= William Harrison (businessman) =

American businessman (born 1986)

William Bruce Harrison (born August 1986) is an American investor in US and UK real estate and businesses.

==Career==
Harrison was born the grandson of Daniel Jefferson Harrison, a Texas oilman who died in 1974, and the son of Bruce Harrison, a Texas rancher who died in 2004. Through his investment company, Cathexis Holdings, he invested in ISG Ltd, a construction business based in London, in March 2016, Leo Lynch, a mechanical and electrical engineering contractor based in Dublin, in May 2022, and Jones Engineering, an engineering business operating in the UK and Ireland, in June 2022. Through Cathexis, Harrison also invested in the Britishvolt car battery startup, which went into administration in January 2023. ISG Ltd went into administration in September 2024, partly due to the collapse of Britishvolt.

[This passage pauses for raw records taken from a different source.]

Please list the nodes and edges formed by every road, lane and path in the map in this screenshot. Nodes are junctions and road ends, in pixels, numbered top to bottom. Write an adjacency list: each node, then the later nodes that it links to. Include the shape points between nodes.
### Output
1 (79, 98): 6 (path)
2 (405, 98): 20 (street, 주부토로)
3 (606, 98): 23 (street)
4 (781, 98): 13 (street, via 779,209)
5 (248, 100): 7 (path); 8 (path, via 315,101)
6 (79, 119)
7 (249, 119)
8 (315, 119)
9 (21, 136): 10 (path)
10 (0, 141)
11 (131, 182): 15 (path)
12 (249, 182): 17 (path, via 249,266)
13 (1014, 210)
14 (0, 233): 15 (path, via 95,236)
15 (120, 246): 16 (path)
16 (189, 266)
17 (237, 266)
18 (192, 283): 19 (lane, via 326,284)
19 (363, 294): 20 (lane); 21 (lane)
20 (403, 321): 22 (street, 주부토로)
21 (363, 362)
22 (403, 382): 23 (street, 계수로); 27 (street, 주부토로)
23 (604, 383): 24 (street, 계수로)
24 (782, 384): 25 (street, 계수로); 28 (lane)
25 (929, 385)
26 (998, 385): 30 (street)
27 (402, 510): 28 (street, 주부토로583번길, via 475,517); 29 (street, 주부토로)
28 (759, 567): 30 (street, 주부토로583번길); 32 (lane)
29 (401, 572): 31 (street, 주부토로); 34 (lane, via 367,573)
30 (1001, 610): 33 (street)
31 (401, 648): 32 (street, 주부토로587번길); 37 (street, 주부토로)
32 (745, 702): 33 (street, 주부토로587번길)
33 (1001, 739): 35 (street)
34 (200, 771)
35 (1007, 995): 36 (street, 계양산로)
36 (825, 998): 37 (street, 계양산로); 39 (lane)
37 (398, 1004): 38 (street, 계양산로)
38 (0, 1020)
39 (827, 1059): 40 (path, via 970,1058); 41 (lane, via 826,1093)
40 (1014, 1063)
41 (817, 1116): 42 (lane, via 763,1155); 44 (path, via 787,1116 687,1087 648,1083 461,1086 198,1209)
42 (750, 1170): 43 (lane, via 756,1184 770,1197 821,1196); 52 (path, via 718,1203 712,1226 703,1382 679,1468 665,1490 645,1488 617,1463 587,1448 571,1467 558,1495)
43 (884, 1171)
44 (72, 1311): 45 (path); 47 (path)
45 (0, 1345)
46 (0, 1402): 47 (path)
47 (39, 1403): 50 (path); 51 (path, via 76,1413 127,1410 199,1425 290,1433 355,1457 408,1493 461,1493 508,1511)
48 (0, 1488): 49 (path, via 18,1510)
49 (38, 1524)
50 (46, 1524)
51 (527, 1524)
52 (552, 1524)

Harrison also bought the 83,000 acre Cielo Vista Ranch, part of the Sangre de Cristo Land Grant in the San Luis Valley in Colorado, for $105 million in September 2017. Harrison attempted to limit access to the Cielo Vista ranch by the 5,000 descendants of the 19th century settlers. Judge Kenneth Plotz found in favor of the heirs, and reaffirmed their right to access the land. He is also an investor elsewhere in the Intermountain West: by June 2019, he had acquired 19 mountains, also in Colorado.